Business, Ecommerce

Walmart to Roll out B2B Ecommerce in Two Indian Cities

In order to scale up its current model of wholesale business, Walmart, is launching its business operations in Hyderabad and Lucknow from next month, as reported by Times of India. Also, it has appointed Krish Iyer as the President and CEO for its India operations. 

Reliance Industries Limited is also planning to launch multi channel shopping in the coming year and the Future Group had launched its e-commerce business with Big Bazaar.

Earlier, Walmart had started its innovation lab in Bangalore and drove its 12th acquisition with Adchemy.  

 See Also: Walmart to go online in India with an eCommerce marketplace

FinancialExpress says: Walmart’s scale-up plans for the wholesale business comes at a time when India’s top 10 modern food retailers are reported to have accumulated losses of Rs 13,000 crore ($2.2 billion) during FY14, according to estimates by ratings firm Crisil. The losses are despite cumulative revenues estimated having surged sharply from Rs 3,000 crore ($500 million) in 2008 to Rs 23,500 crore ($4.05 billion) last year.

Significantly, for Walmart, food and groceries account for more than 50 per cent of revenues. Crisil had studied India’s top ten food retailers, including Walmart unit Best Price Modern Wholesale Stores, Metro Cash & Carry India (a unit of Germany’s Metro AG), Aditya Birla Retail, Bharti Retail Ltd, Reliance Fresh Ltd, and Trent Hypermarket Ltd.

On May 27, the new commerce and industry minister Nirmala Sitharaman had reaffirming the BJP’s stand on FDI in multi-brand retail and said that foreign players will not be allowed to open retail stores in the country.

Hindustan Times says: Walmart India at present operates 20 wholesale cash-and-carry stores under the “Best Price Modern Wholesale” brand. The company recently said it plans to open 50 more such stores over the next five years.

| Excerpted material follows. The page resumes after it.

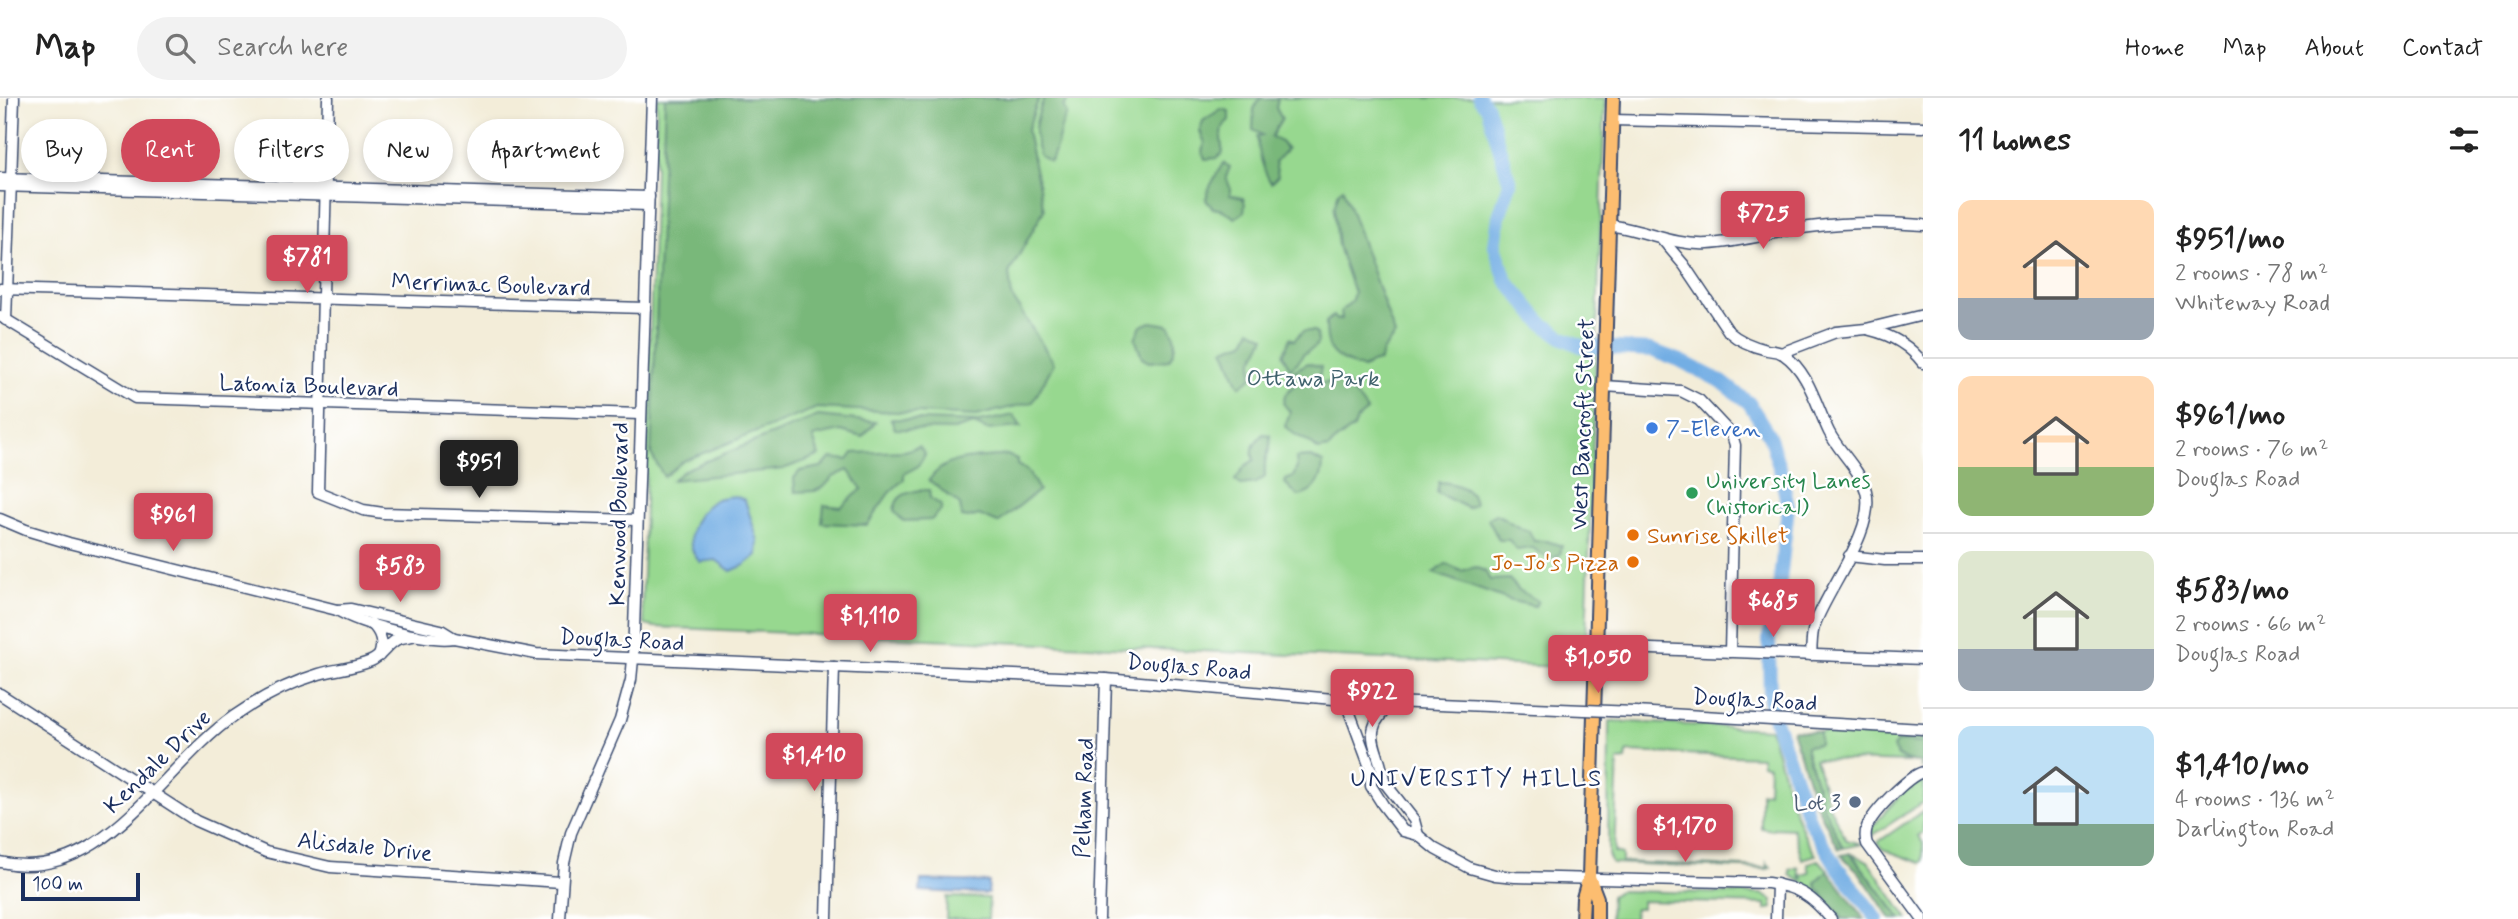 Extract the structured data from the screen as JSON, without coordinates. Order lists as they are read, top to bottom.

More from Times of IndiaIn an interview with TOI, Krish Iyer  talks about the roadmap ahead. Excerpts: 

What kind of value do you see in India’s cash-and-carry business? 

A year in Bentonville has taught me a lot about setting up the business here. We already have a good business model in place. We have a capable team. The wholesale market in India is pegged at a healthy $300 billion and the top five players including us have a combined market share of just around $2.5 billion. So, the opportunities to grow are huge. We now have 20 Best Price stores in nine states and we plan to add 50 more by 2020. We are building the pipeline in terms of location and getting the approvals in place. 

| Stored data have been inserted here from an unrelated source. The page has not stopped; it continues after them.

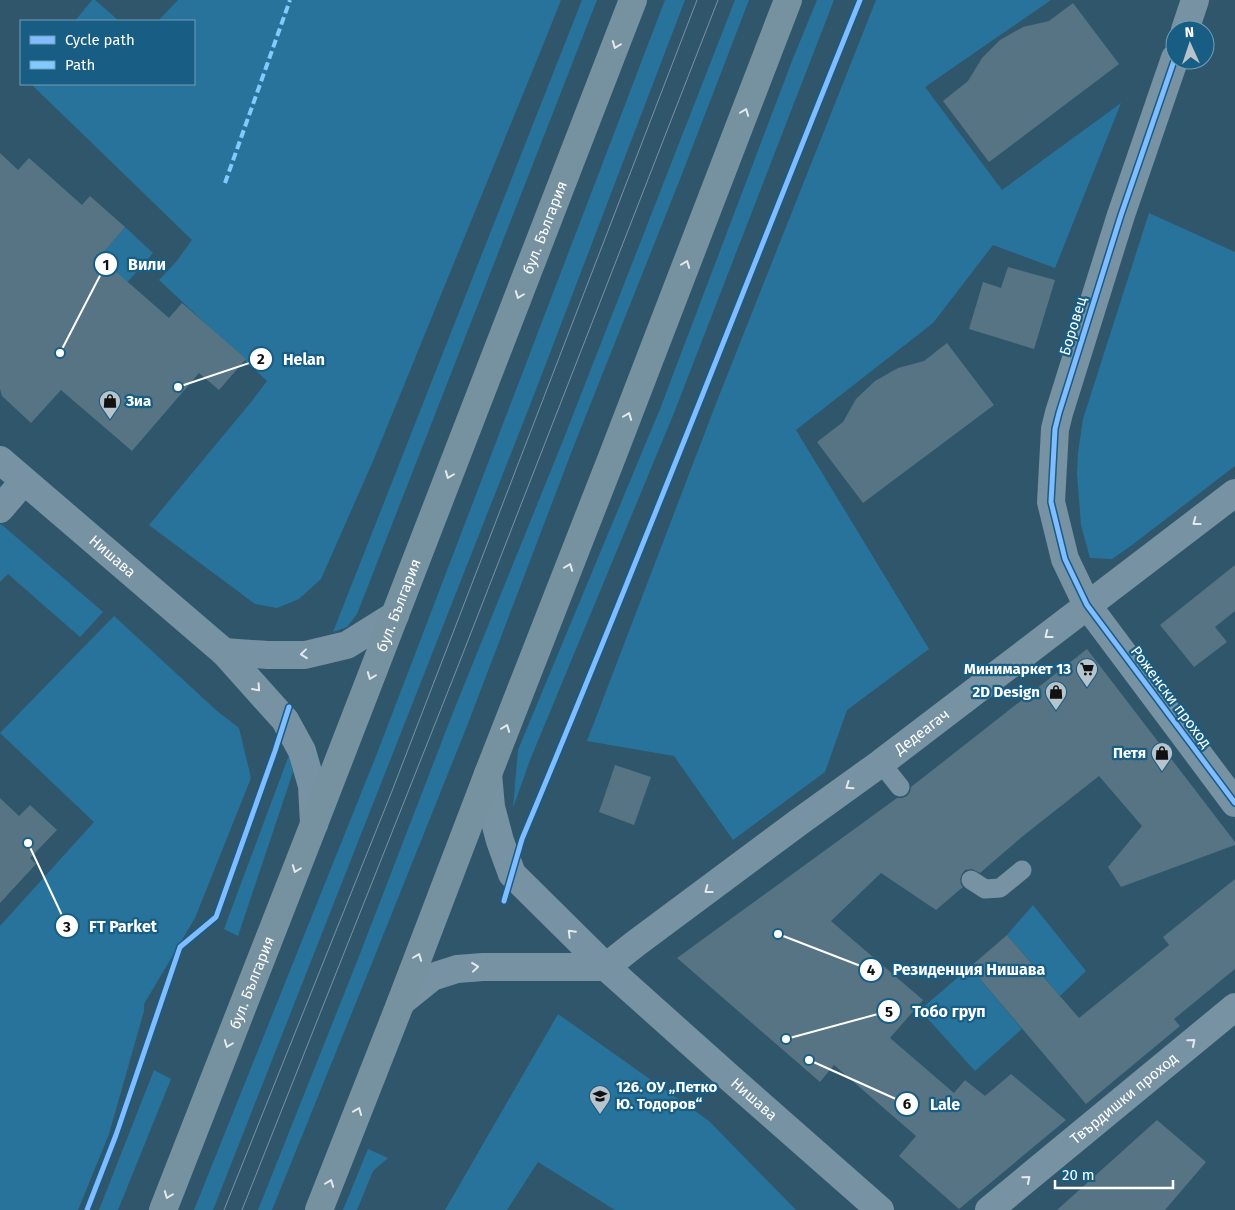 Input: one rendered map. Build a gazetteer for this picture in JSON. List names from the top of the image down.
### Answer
{
  "streets": {
    "main road": ["бул. България"],
    "street": [
      "Боровец",
      "Нишава",
      "Роженски проход",
      "Дедеагач",
      "Твърдишки проход"
    ]
  },
  "crossings": [
    ["бул. България", "Нишава"],
    ["Боровец", "Роженски проход"],
    ["Боровец", "Дедеагач"],
    ["Нишава", "Дедеагач"],
    ["Роженски проход", "Дедеагач"]
  ],
  "one_way": ["Дедеагач", "Твърдишки проход"],
  "places": {
    "other": [
      "Вили",
      "Helan",
      "FT Parket",
      "Резиденция Нишава",
      "Тобо груп",
      "Lale"
    ],
    "shop": ["Зиа", "2D Design", "Петя"],
    "supermarket": ["Минимаркет 13"],
    "school or university": ["126. ОУ „Петко Ю. Тодоров“"]
  },
  "legend": ["Cycle path", "Path"],
  "scale_bar": "20 m",
  "north": "top"
} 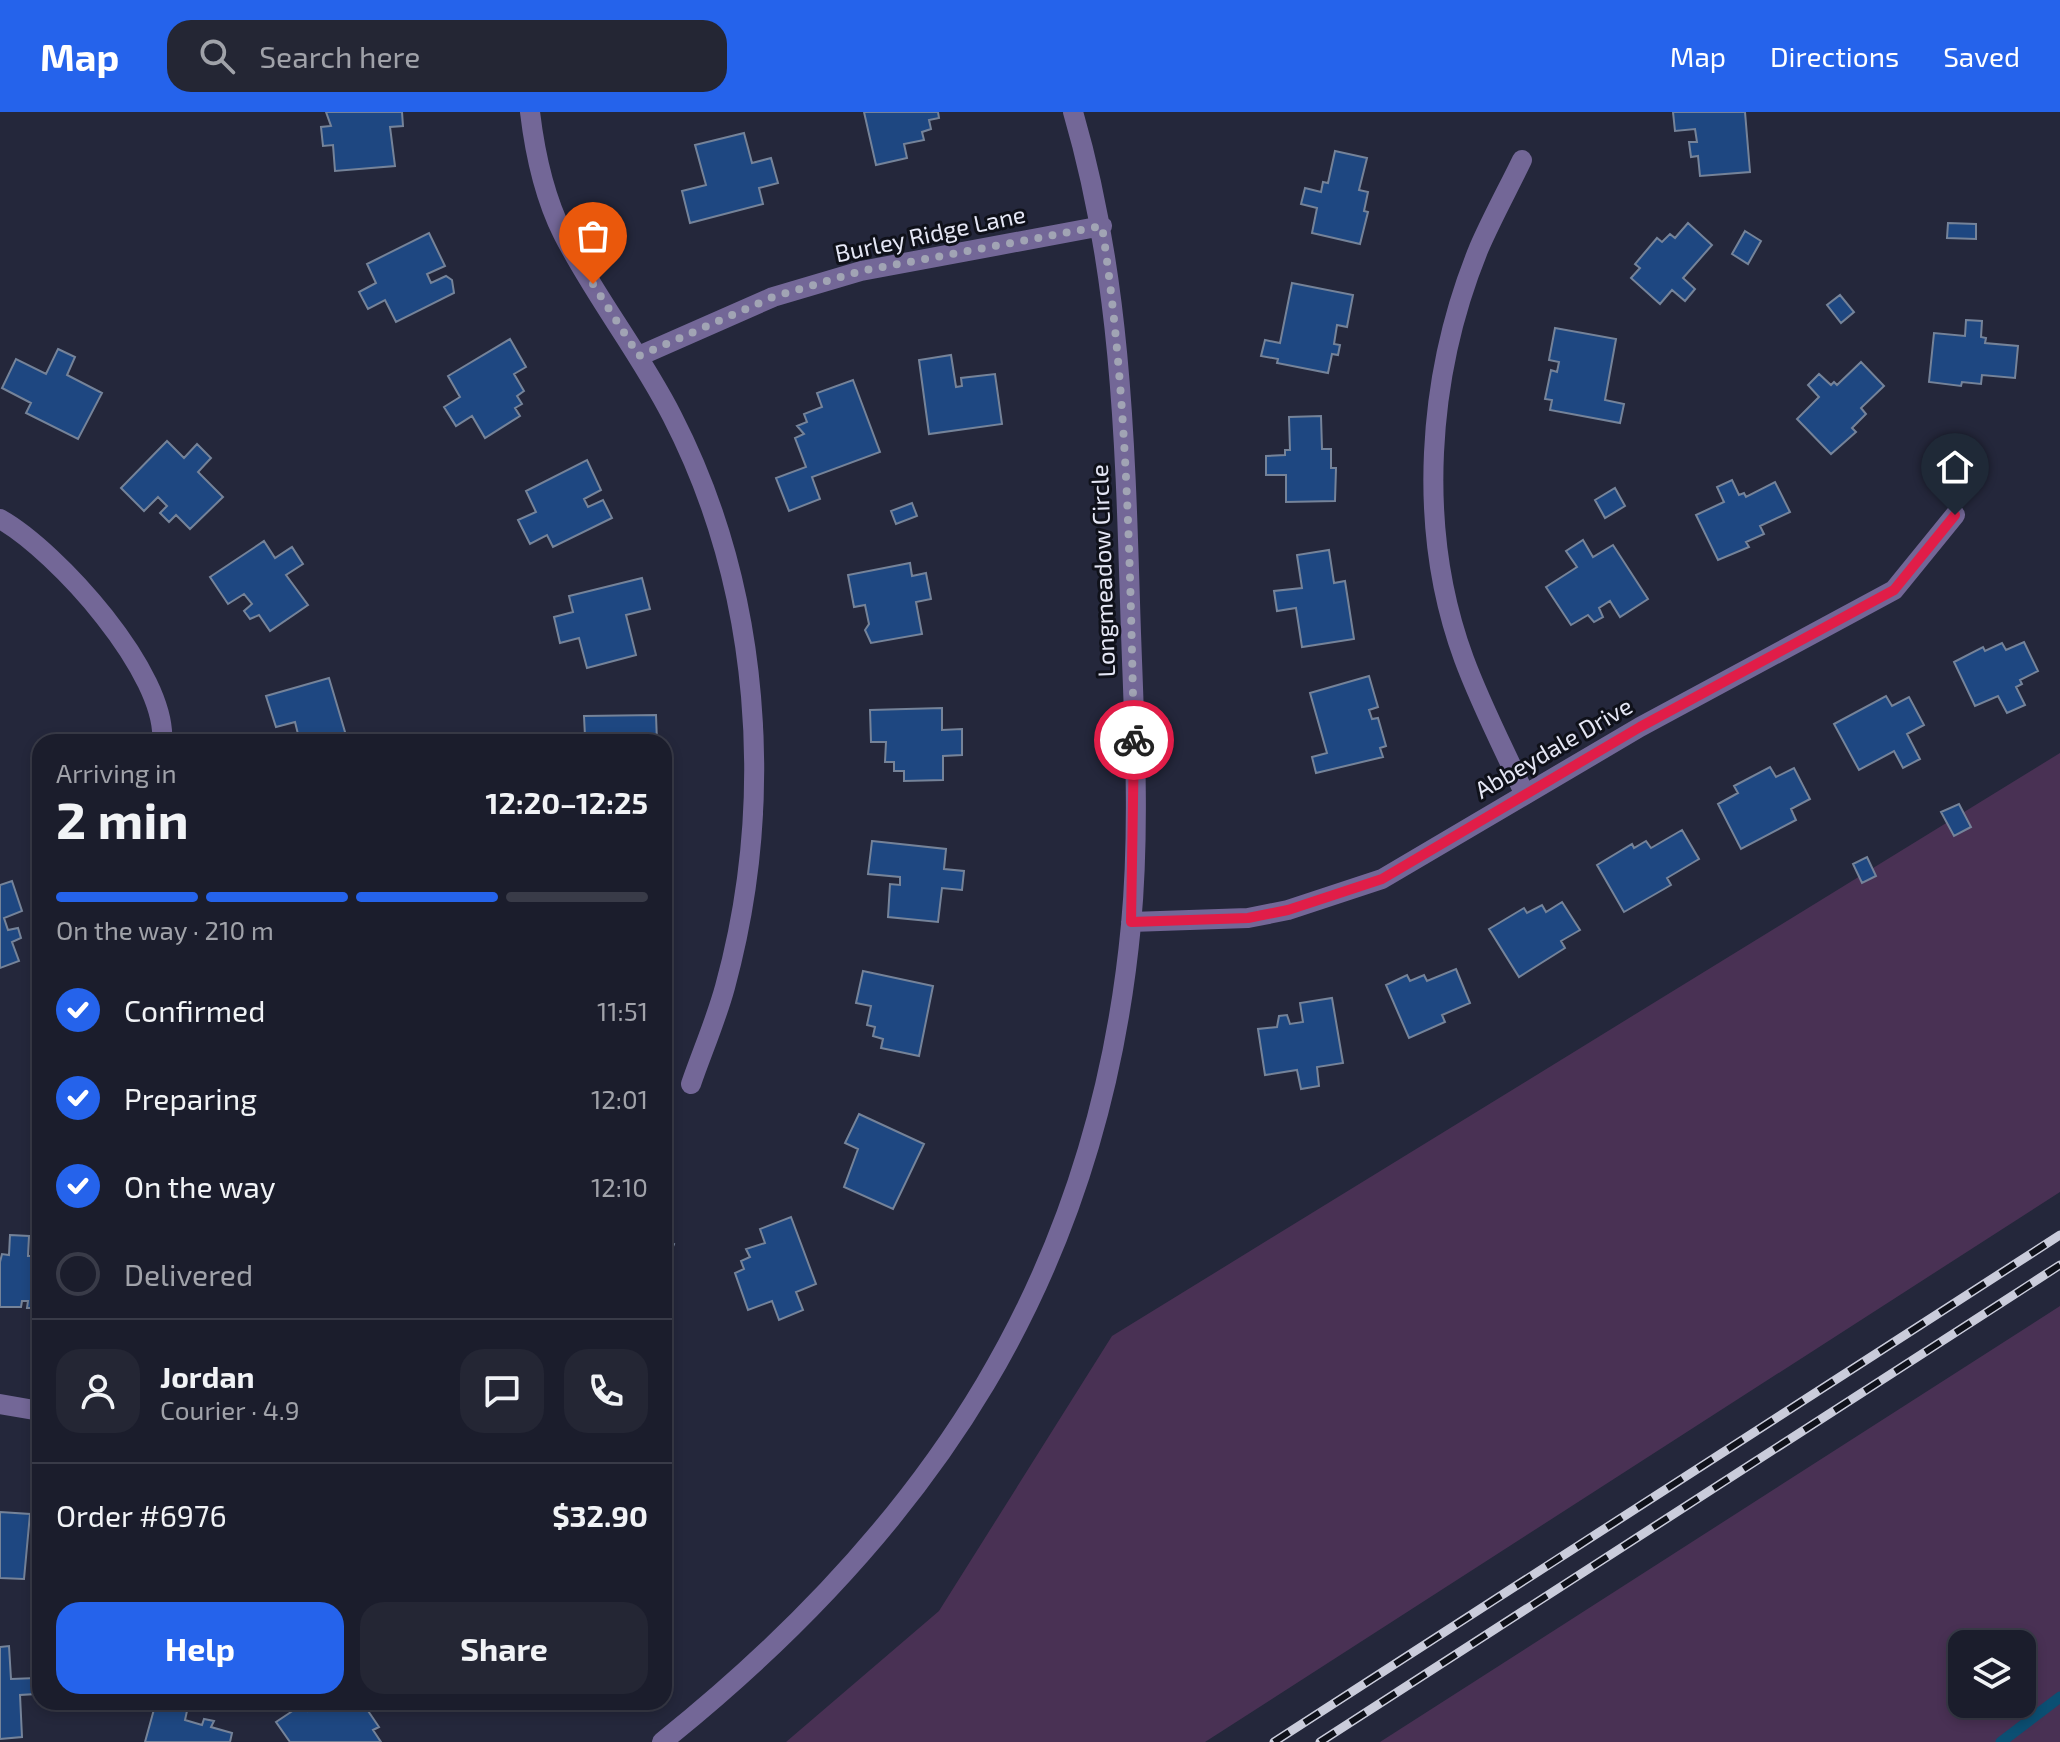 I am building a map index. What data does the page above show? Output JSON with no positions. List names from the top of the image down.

What is your India strategy? 

In terms of our strategy, we are broadly looking to answer three questions: What are you allowed to do? What is the size of the price? And what are you good at? We are focusing on all three at the moment. Around 70% of sales are to kirana stores and we are also helping people open new stores, which are modern. Starting from the layout and fixtures of the stores to educating them on inventory management, it’s a step that will pay us dividends in the long run. The remaining 30% is to restaurants, hotels, offices and others such as the Army. 

Are you planning to buy out any of your competitors’ stores? 

We are focusing on organic growth. Acquisitions in a market like India cannot be very strategic since there are a lot of factors involved, including location and size, among others. However, we would not rule out any opportunities. 

Have you firmed up your e-commerce plans? 

We will be launching our B2B e-commerce operations in Hyderabad and Lucknow Best Price Stores from next month as pilot projects. And we have plans to ramp it up in the subsequent months. We are hoping that this move will help retailers optimize their inventory management. They will not have to stock up and can place orders with us on a daily basis. Of course, in the beginning, we will have to educate and handhold them. 

The government may allow FDI in B2C e-commerce. Do you plan to be in that space? And what about multi-brand retail? 

It’s a different ball game and we will explore it when the opportunity arises. On multi-brand retail, we will monitor the space and continue to engage with the stakeholders. We are focused on doing things the right way. 

Most players in modern trade are bleeding because they have not been able to crack India’s food business, which accounts for nearly 70% of the overall retail business. What are you doing about it? 

More than half of our business comes from food, whether it is packaged or raw. Essentially, the business model has to be right since the margins are very thin in the food business. International expertise does help though. At present, we are trying to manage cost efficiency and work on variables such as customer service.